Stored items:
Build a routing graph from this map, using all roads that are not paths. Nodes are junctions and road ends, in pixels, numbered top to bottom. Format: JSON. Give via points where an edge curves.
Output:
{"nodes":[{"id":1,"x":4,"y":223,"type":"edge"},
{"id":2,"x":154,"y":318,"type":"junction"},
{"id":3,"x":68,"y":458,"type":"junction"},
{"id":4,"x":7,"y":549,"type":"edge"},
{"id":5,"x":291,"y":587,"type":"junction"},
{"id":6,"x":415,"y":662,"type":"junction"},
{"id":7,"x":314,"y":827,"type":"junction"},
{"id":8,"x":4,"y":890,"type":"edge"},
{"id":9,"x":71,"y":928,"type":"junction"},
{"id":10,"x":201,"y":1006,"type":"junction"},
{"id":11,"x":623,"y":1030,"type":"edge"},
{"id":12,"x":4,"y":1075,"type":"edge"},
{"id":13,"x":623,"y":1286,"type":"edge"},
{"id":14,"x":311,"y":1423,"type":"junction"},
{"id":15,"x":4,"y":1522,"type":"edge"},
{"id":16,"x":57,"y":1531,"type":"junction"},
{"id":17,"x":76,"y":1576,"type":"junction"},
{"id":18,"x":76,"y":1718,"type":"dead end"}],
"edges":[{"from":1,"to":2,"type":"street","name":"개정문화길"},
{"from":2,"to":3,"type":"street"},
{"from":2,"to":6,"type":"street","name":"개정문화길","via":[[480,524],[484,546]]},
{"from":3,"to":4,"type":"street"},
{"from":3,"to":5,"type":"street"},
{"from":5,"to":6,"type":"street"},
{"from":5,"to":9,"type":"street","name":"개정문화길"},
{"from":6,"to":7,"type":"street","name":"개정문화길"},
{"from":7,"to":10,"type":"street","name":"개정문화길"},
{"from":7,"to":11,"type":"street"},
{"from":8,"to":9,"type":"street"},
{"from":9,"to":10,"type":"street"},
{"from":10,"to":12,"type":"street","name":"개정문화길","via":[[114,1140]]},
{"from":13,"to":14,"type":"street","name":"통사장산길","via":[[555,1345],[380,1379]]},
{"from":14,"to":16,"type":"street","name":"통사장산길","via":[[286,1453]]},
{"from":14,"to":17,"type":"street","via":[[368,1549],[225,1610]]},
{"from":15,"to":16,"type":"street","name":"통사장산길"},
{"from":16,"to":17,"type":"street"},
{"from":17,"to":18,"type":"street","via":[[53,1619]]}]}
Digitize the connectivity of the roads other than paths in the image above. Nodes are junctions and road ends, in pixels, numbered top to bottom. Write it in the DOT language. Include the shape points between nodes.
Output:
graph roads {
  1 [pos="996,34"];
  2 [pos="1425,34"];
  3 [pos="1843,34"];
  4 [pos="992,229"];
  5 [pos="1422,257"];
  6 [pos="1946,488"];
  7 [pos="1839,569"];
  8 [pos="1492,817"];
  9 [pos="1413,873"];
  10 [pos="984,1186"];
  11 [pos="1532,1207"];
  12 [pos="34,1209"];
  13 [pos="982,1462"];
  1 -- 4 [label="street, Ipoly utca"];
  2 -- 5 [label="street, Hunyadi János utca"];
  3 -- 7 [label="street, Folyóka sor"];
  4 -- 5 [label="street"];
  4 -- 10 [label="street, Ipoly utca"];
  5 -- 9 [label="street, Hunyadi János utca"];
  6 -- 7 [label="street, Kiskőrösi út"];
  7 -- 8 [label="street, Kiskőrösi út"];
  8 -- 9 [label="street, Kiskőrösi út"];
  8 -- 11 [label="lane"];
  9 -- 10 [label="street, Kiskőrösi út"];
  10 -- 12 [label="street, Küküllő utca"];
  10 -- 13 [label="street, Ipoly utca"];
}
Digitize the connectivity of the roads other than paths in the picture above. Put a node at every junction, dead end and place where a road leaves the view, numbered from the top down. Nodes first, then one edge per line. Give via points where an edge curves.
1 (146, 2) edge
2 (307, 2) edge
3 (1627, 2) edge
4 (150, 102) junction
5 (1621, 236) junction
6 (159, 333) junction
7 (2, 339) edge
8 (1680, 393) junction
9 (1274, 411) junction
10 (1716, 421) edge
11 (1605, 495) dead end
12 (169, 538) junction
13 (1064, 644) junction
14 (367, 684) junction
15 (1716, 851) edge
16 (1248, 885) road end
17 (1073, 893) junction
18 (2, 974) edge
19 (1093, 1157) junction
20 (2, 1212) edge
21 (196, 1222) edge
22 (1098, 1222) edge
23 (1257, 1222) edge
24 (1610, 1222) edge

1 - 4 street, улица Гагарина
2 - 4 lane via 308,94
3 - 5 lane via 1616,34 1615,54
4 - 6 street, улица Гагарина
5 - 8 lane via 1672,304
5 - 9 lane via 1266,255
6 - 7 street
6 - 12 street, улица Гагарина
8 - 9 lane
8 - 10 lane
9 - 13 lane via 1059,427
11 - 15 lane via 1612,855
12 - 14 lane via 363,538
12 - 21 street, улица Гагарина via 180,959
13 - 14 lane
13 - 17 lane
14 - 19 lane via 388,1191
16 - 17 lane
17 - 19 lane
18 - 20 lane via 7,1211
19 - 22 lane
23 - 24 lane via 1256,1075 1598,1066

→ ASSIGNMENT
Based on the records above, count the lines in which "graph" occurs and provide only the number.

→ WRITTEN RESPONSE
2